Fin qui la Suprema corte, al cui indirizzo il collegio di merito ha inteso uniformarsi in quanto, ha sostenuto, non vi è dubbio che la previsione di cui sopra non possa ritenersi esistente neppure oggi. Infatti, hanno proseguito i giudici, se è vero che l’atto di diniego espresso a esercitare l’autotutela possa ritenersi impugnabile e quindi farsi rientrare tra gli atti di cui all’articolo 19 del Dlgs 546/1992, per il carattere esclusivo della giurisdizione tributaria, la stessa cosa non può dirsi per il silenzio-rifiuto. La differenza sta nel fatto che, nel primo caso, la volontà dell’Amministrazione a non esercitare l’invocata autotutela è manifestata mediante un atto amministrativo il quale necessariamente deve essere motivato e, pur avendo il carattere della discrezionalità, può sempre essere sindacato dal giudice sotto il profilo della legittimità. Nel caso del silenzio-rifiuto, invece, non può dirsi la stessa cosa, perché manca una volontà espressa dell’Amministrazione finanziaria. Il rifiuto-tacito rientra tra gli atti impugnabili ma solo con riferimento a una istanza di restituzione di tributi, non in altri casi.

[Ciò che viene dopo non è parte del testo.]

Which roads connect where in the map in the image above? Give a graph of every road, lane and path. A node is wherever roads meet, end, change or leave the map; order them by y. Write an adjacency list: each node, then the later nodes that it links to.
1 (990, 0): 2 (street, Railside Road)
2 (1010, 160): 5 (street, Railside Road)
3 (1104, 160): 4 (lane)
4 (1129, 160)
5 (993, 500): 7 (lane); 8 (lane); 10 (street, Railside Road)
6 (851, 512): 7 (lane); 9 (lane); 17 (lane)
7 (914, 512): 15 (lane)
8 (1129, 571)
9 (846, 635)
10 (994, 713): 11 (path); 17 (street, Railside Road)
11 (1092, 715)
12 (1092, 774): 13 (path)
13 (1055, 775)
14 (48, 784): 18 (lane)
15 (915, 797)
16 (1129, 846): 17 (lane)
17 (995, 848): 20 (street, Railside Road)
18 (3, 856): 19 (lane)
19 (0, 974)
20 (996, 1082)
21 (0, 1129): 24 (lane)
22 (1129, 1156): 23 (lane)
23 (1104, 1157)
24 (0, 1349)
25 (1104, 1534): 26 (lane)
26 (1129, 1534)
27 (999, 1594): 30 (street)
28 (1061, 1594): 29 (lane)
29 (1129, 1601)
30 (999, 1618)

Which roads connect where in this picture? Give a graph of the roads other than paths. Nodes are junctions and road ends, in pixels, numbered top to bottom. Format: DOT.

Né può ritenersi, ha spiegato la sentenza, che la mancata previsione normativa dell’impugnabilità del silenzio-rifiuto a esercitare l’autotutela costituisca una lacuna di tutela giurisdizionale, perché così non è. Non può essere così per due motivi. In primo luogo perché, in base alla disciplina contenuta nell’articolo 2-quater del Dl 564/1994, l’Amministrazione finanziaria può procedere all’annullamento d’ufficio o alla revoca dei propri atti soltanto per il perseguimento di interessi pubblici e non a tutela di specifici interessi di parte. In secondo luogo perché l’impugnabilità del silenzio-rifiuto, nell’ambito dell’ordinamento tributario, è stata prevista, con carattere eccezionale, solo nell’ipotesi cui sopra si accennava (silenzio-rifiuto al rimborso di tributi e accessori).
I giudici, in conclusione, hanno ritenuto che non fosse loro consentito dare un’interpretazione difforme delle norme richiamate, e cioè tale da estendere l’impugnabilità anche all’ipotesi in esame del silenzio-rifiuto, che è fattispecie completamente diversa da quella legislativamente prevista.

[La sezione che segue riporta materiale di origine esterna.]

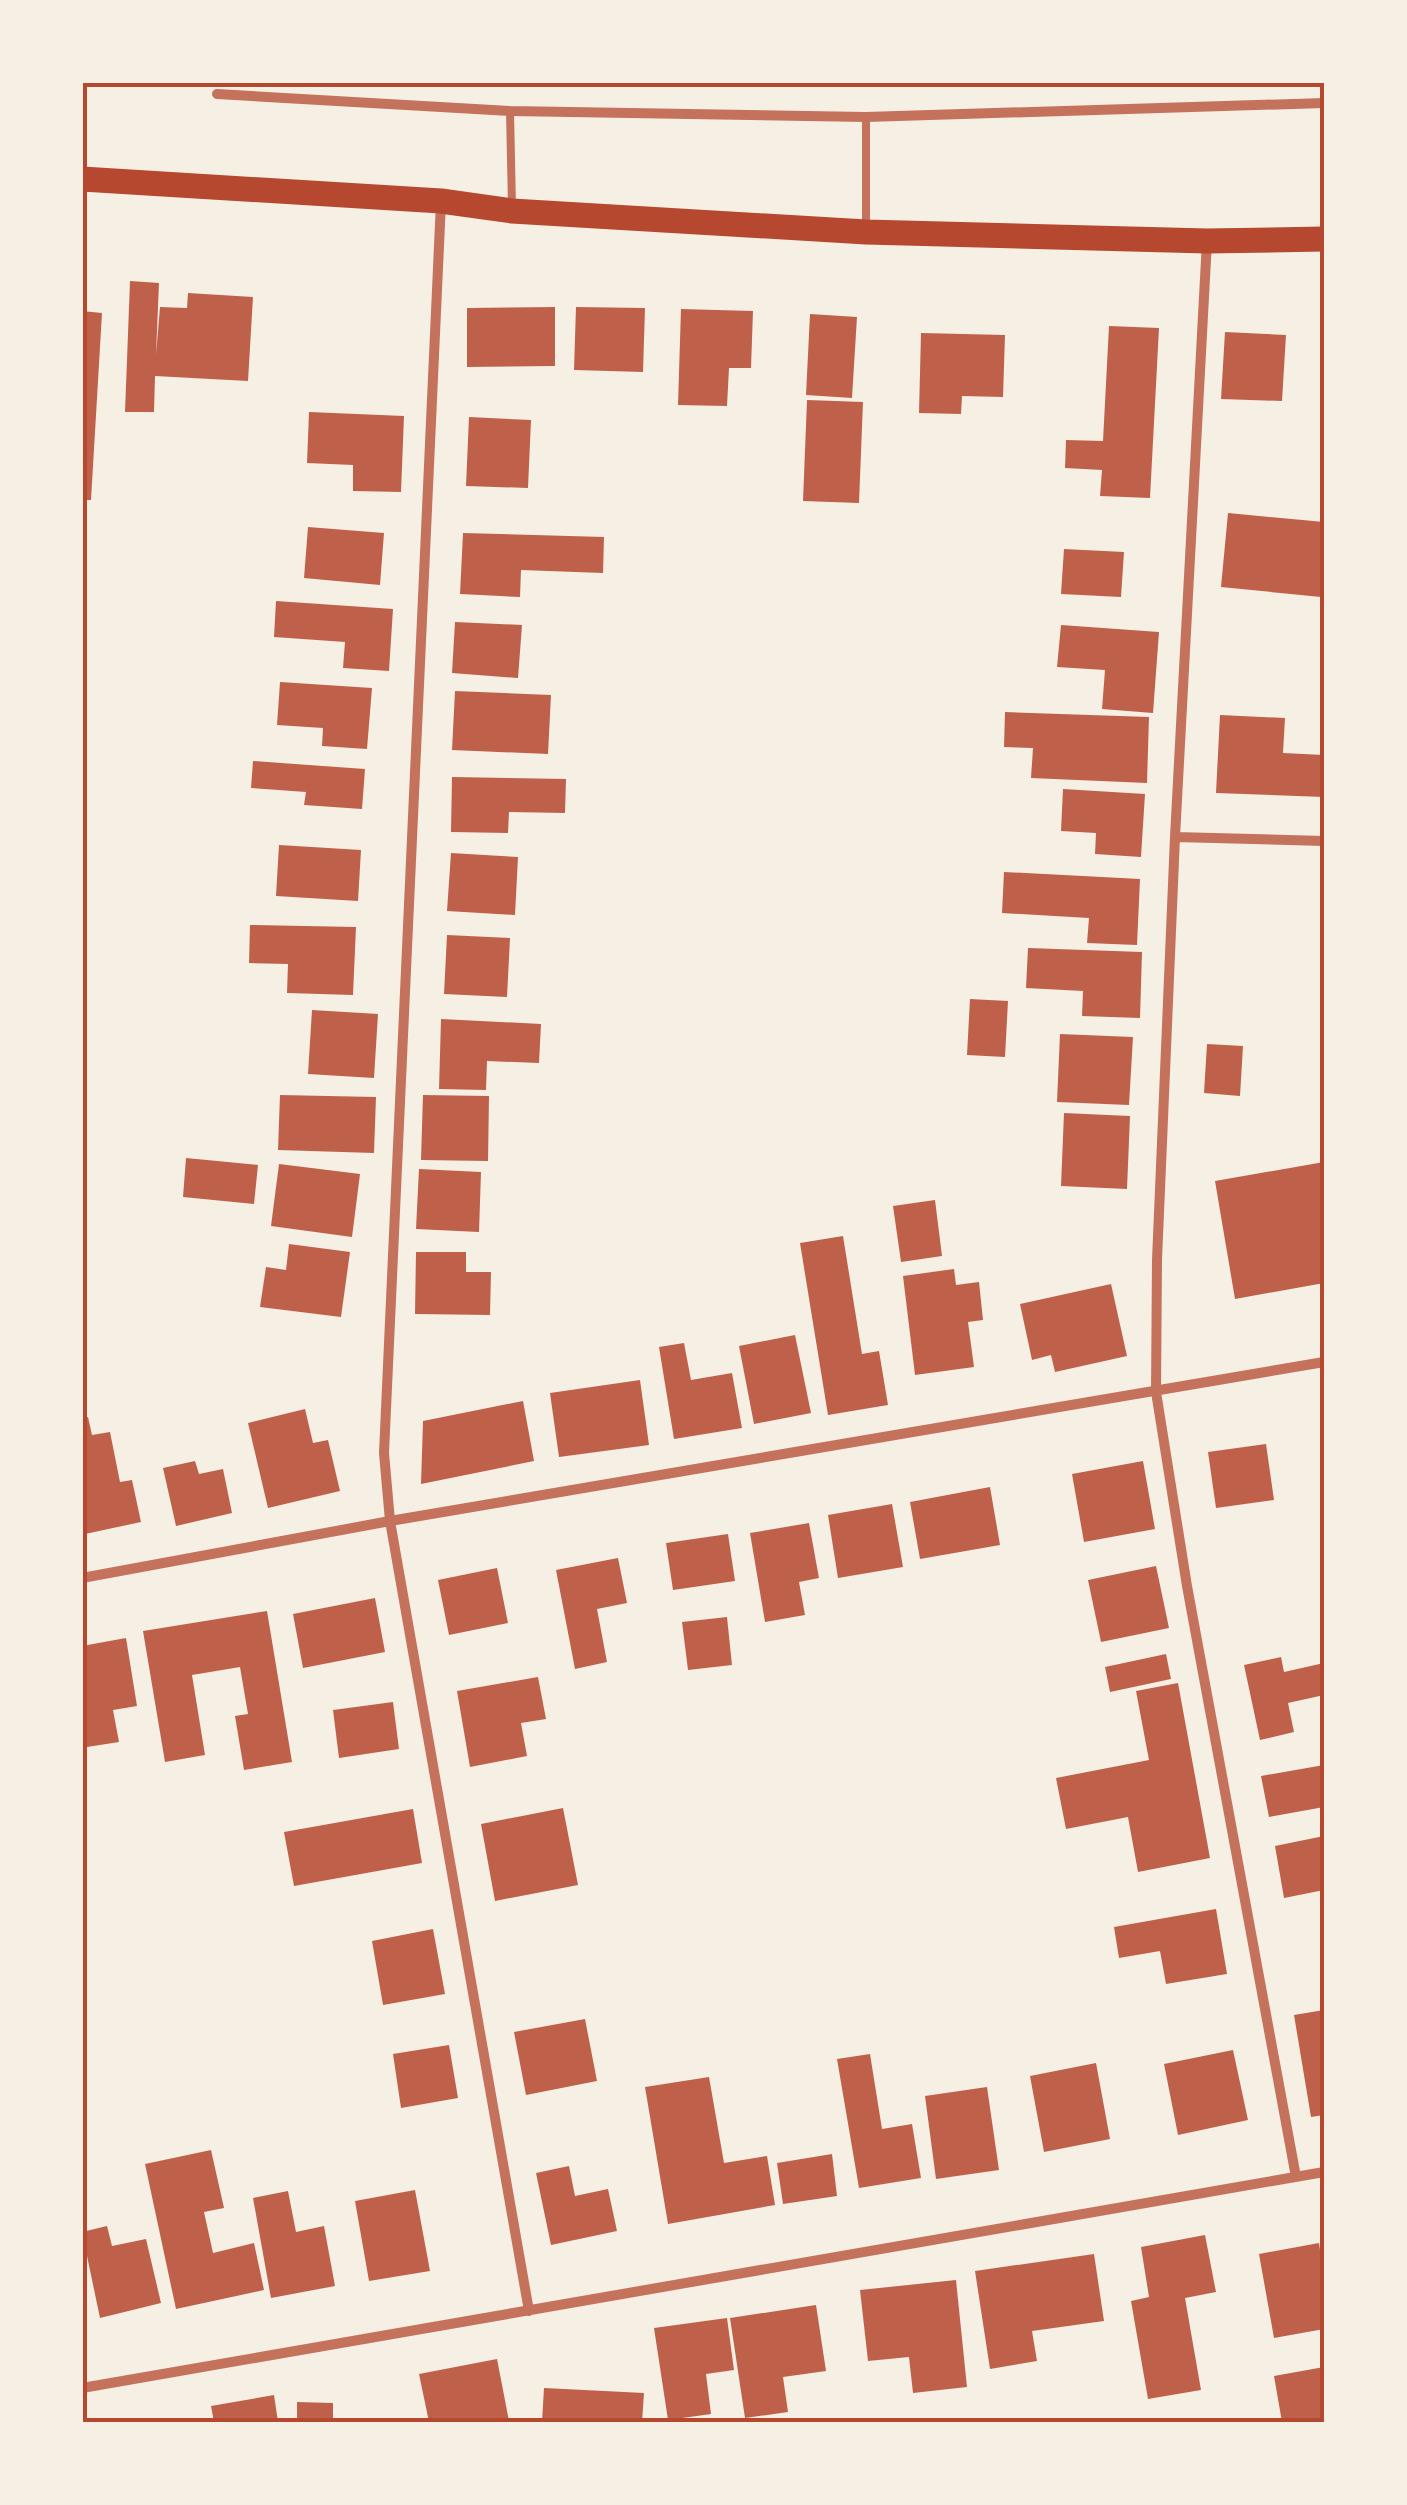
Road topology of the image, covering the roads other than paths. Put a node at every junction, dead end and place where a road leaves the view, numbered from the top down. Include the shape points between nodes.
1 (217, 94) dead end
2 (1324, 102) edge
3 (510, 111) junction
4 (866, 117) junction
5 (82, 180) edge
6 (441, 202) junction
7 (512, 211) junction
8 (866, 232) junction
9 (1324, 239) edge
10 (1207, 241) junction
11 (1175, 836) junction
12 (1324, 842) edge
13 (1324, 1362) edge
14 (1156, 1392) junction
15 (390, 1521) junction
16 (82, 1578) edge
17 (1324, 2172) edge
18 (1296, 2176) junction
19 (529, 2311) junction
20 (82, 2388) edge

1 - 3 street
2 - 4 street
3 - 4 street
3 - 7 lane
4 - 8 lane
5 - 6 main road
6 - 7 main road
6 - 15 street via 384,1453
7 - 8 main road
8 - 10 main road
9 - 10 main road
10 - 11 street
11 - 12 street
11 - 14 street
13 - 14 street
14 - 15 street
14 - 18 street
15 - 16 street
15 - 19 street
17 - 18 street
18 - 19 street
19 - 20 street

La vicenda comincia con la notifica al contribuente, presso la casa circondariale, di sei avvisi di accertamento, avverso i quali non fu proposta alcuna impugnazione, a causa “delle condizioni psichiche dovute allo stato di reclusione”. Al ricevimento della conseguente cartella di pagamento, il contribuente presentò istanza di autotutela, sostenendo l’illegittimità degli avvisi di accertamento che non avrebbero tenuto che egli, negli anni oggetto di recupero, era stato semplice intermediario agricolo, con percezione di una provvigione dell’1 per cento.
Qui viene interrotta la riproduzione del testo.